Back to our visit with the doctor this morning. I do not want to assume anything bad about him, either. I am certain that if I could see “behind it all” there are logical and clear reasons for the lack of relationship in patient care. The scary part is, in the end, patients have a lot to do with it. Apparently many have come to expect medical care at the same speed as the internet and about as much interaction as we get at a drive-through window. I realized today I am not one of those folks. And beyond all this, what effect is the Affordable Health Care Act having on personalized health care? I, for one, am concerned about it because of the possible diminished attraction of good people into the medical field. As they say, “It ain’t rocket science” to do the math. Fewer doctors at a time when there are more patients (remember us “baby boomers”) and that adds up to less time to spend developing relationships with patients.
Well, I’ve already learned that a blog is similar to a sermon in a way a former pastor described his sermons. He always said, “A sermon is like a stick of bologna; you can cut it off wherever you want to.” So, please allow me to summarize what I learned today from our “quick visit” to a close by doctor.
1) Obviously a renewed appreciation for our long-time family doctor and his entire staff. It IS worth the drive to Hartselle!
2) A rude awakening concerning where health care in general could be headed in the USA.
3) A sense of pride in my colleagues in veterinary medicine. I pray that “social pressures” will never damage the avenues of relationship building between veterinarians, clients and pets.
It would please me to read your thoughts.

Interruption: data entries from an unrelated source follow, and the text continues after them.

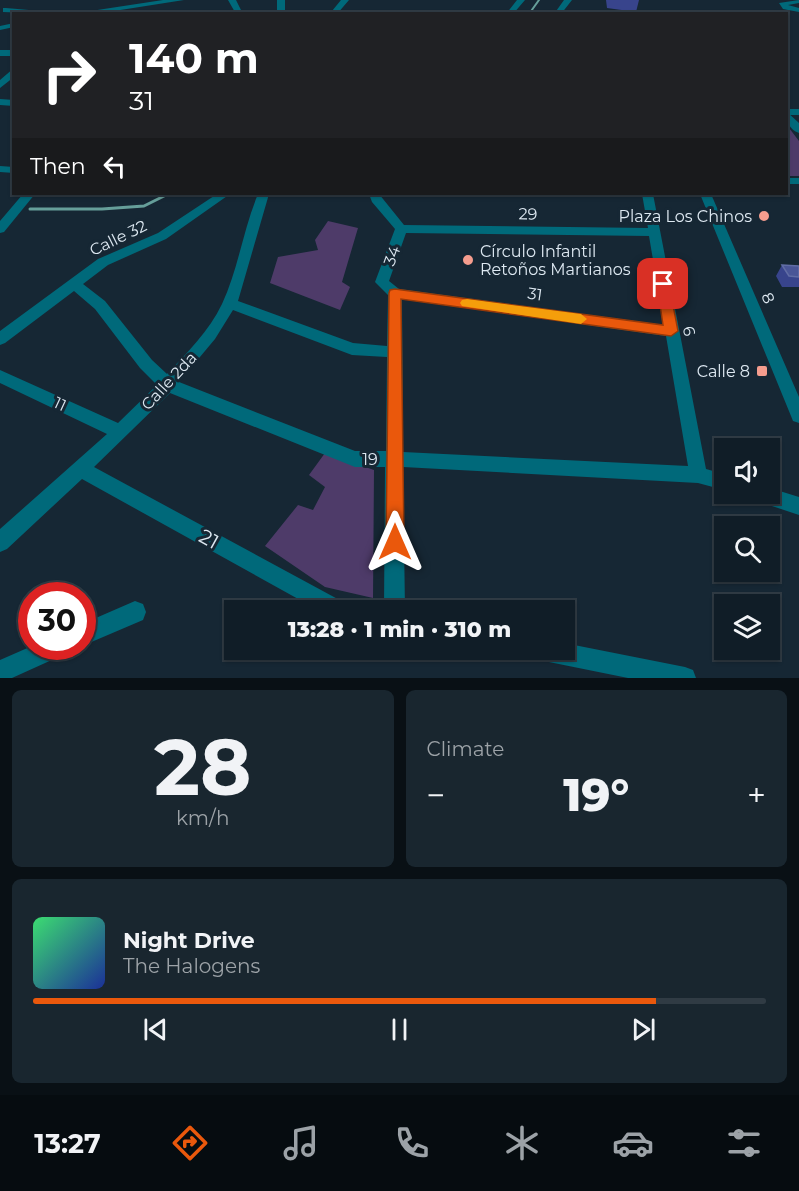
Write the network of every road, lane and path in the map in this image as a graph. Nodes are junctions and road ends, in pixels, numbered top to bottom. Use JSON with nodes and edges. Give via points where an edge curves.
{"nodes":[{"id":1,"x":180,"y":0,"type":"edge"},
{"id":2,"x":345,"y":0,"type":"edge"},
{"id":3,"x":521,"y":0,"type":"edge"},
{"id":4,"x":568,"y":0,"type":"edge"},
{"id":5,"x":160,"y":1,"type":"edge"},
{"id":6,"x":798,"y":1,"type":"edge"},
{"id":7,"x":24,"y":2,"type":"dead end"},
{"id":8,"x":140,"y":5,"type":"junction"},
{"id":9,"x":3,"y":10,"type":"edge"},
{"id":10,"x":799,"y":10,"type":"edge"},
{"id":11,"x":27,"y":12,"type":"edge"},
{"id":12,"x":89,"y":12,"type":"edge"},
{"id":13,"x":149,"y":12,"type":"edge"},
{"id":14,"x":334,"y":12,"type":"edge"},
{"id":15,"x":511,"y":12,"type":"edge"},
{"id":16,"x":559,"y":12,"type":"edge"},
{"id":17,"x":12,"y":73,"type":"edge"},
{"id":18,"x":0,"y":85,"type":"edge"},
{"id":19,"x":788,"y":116,"type":"edge"},
{"id":20,"x":799,"y":130,"type":"edge"},
{"id":21,"x":28,"y":195,"type":"edge"},
{"id":22,"x":224,"y":195,"type":"edge"},
{"id":23,"x":263,"y":195,"type":"edge"},
{"id":24,"x":374,"y":195,"type":"edge"},
{"id":25,"x":648,"y":195,"type":"edge"},
{"id":26,"x":705,"y":195,"type":"edge"},
{"id":27,"x":0,"y":228,"type":"edge"},
{"id":28,"x":401,"y":229,"type":"junction"},
{"id":29,"x":654,"y":232,"type":"junction"},
{"id":30,"x":73,"y":283,"type":"junction"},
{"id":31,"x":395,"y":293,"type":"junction"},
{"id":32,"x":229,"y":303,"type":"junction"},
{"id":33,"x":671,"y":331,"type":"junction"},
{"id":34,"x":0,"y":339,"type":"edge"},
{"id":35,"x":395,"y":352,"type":"junction"},
{"id":36,"x":0,"y":376,"type":"edge"},
{"id":37,"x":168,"y":385,"type":"junction"},
{"id":38,"x":799,"y":416,"type":"edge"},
{"id":39,"x":120,"y":432,"type":"junction"},
{"id":40,"x":395,"y":459,"type":"junction"},
{"id":41,"x":79,"y":468,"type":"junction"},
{"id":42,"x":698,"y":475,"type":"junction"},
{"id":43,"x":714,"y":479,"type":"edge"},
{"id":44,"x":780,"y":500,"type":"edge"},
{"id":45,"x":799,"y":506,"type":"edge"},
{"id":46,"x":0,"y":542,"type":"edge"},
{"id":47,"x":320,"y":600,"type":"edge"},
{"id":48,"x":394,"y":600,"type":"edge"},
{"id":49,"x":135,"y":612,"type":"dead end"},
{"id":50,"x":96,"y":629,"type":"edge"},
{"id":51,"x":575,"y":656,"type":"edge"},
{"id":52,"x":26,"y":660,"type":"edge"},
{"id":53,"x":0,"y":672,"type":"edge"},
{"id":54,"x":685,"y":678,"type":"edge"}],
"edges":[{"from":1,"to":5,"type":"street"},
{"from":2,"to":14,"type":"street"},
{"from":3,"to":15,"type":"street"},
{"from":4,"to":16,"type":"street"},
{"from":5,"to":8,"type":"street"},
{"from":6,"to":10,"type":"street","via":[[783,4]]},
{"from":7,"to":9,"type":"street"},
{"from":8,"to":12,"type":"street"},
{"from":8,"to":13,"type":"street"},
{"from":9,"to":11,"type":"street"},
{"from":17,"to":18,"type":"street"},
{"from":19,"to":20,"type":"street"},
{"from":21,"to":27,"type":"street"},
{"from":22,"to":30,"type":"street","name":"Calle 32","via":[[162,236],[104,262]]},
{"from":23,"to":32,"type":"street","name":"Calle 2da","via":[[253,220],[249,249]]},
{"from":24,"to":28,"type":"street","name":"34"},
{"from":25,"to":29,"type":"street","name":"6"},
{"from":26,"to":38,"type":"street","name":"8"},
{"from":28,"to":29,"type":"street","name":"29"},
{"from":28,"to":31,"type":"street","name":"34","via":[[382,282]]},
{"from":29,"to":33,"type":"street","name":"6"},
{"from":30,"to":34,"type":"street","name":"Calle 32"},
{"from":30,"to":37,"type":"street","name":"19","via":[[100,305],[146,364]]},
{"from":31,"to":33,"type":"street","name":"31"},
{"from":31,"to":35,"type":"street","name":"34"},
{"from":32,"to":35,"type":"street","via":[[352,349]]},
{"from":32,"to":37,"type":"street","name":"Calle 2da","via":[[207,340]]},
{"from":33,"to":42,"type":"street","name":"6"},
{"from":35,"to":40,"type":"street","name":"34"},
{"from":36,"to":39,"type":"street","name":"11"},
{"from":37,"to":39,"type":"street","name":"Calle 2da"},
{"from":37,"to":40,"type":"street","name":"19","via":[[355,459]]},
{"from":39,"to":41,"type":"street","name":"Calle 2da"},
{"from":40,"to":42,"type":"street","name":"19"},
{"from":40,"to":48,"type":"street","name":"34"},
{"from":41,"to":46,"type":"street","name":"Calle 2da"},
{"from":41,"to":47,"type":"street","name":"21"},
{"from":42,"to":43,"type":"street","name":"19"},
{"from":44,"to":45,"type":"street"},
{"from":49,"to":50,"type":"street"},
{"from":51,"to":54,"type":"street"},
{"from":52,"to":53,"type":"street"}]}
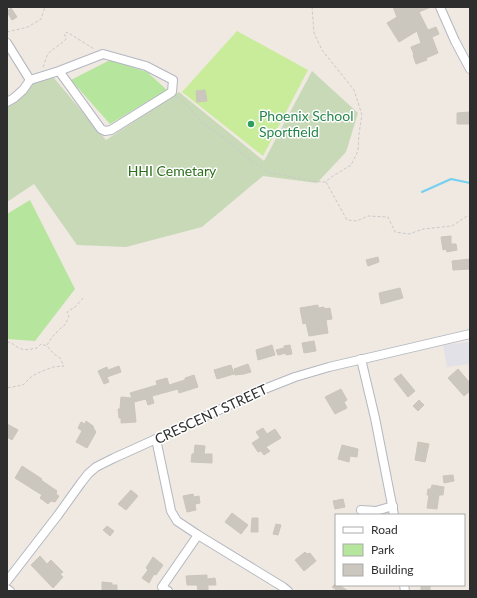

There is a big push in healthcare to automate as much as possible in the effort to save money. This would come at the expense of that “personal touch” we all enjoy. While we as professionals can push back against legislation that would dehumanize us, the reality is that we can’t deny the progression of technology. So up-and-coming healthcare professionals have a choice: submit to the cynical mindset of “well, this is just how it is,” or strive to inject our personal touches wherever we can. I work in a chain pharmacy and it can be a difficult line to walk.
Dad, I am so glad you finally put some ‘PEARSONALITY’ in your blog! Great stuff here. I wonder if the same could be true about the church? Have we forgotten that ministry really is about people? Individual, people? Like, ‘one on one’ sharing life together type stuff? I think you’re right about healthcare and animalcare and peoplecare. But I think it trickles into the church as well. ESPECIALLY ministers like myself.
For 14 years, we were the proud “parents” of a sweet little, red, short-haired dachshund named Pumpkin. We took her to the same veterinarian for all 14 years. Our veterinarian was ALWAYS very personable with us and with Pumpkin. She was ALWAYS caring and compassionate, and though busy, she ALWAYS took plenty of time with us to discuss Pumpkin’s symptoms when she was sick; She ALWAYS explained what options were available in every situation we encountered througout Pumpkin’s life. She was always busy, but we never had to wait more than 10 minutes or so. We really don’t know how she did it all! We always felt that Pumpkin received excellent care. Our veterinarian was a blessing to us. More than once, we told her that we wished she could see people too; We would love to be her patients!
We always appreciated the care you gave to our animals. I always loved the gentle care you gave to them and the smiles and assurance you gave to me. We now have a maltese. I wish you could meet her. She is the best dog we have ever had.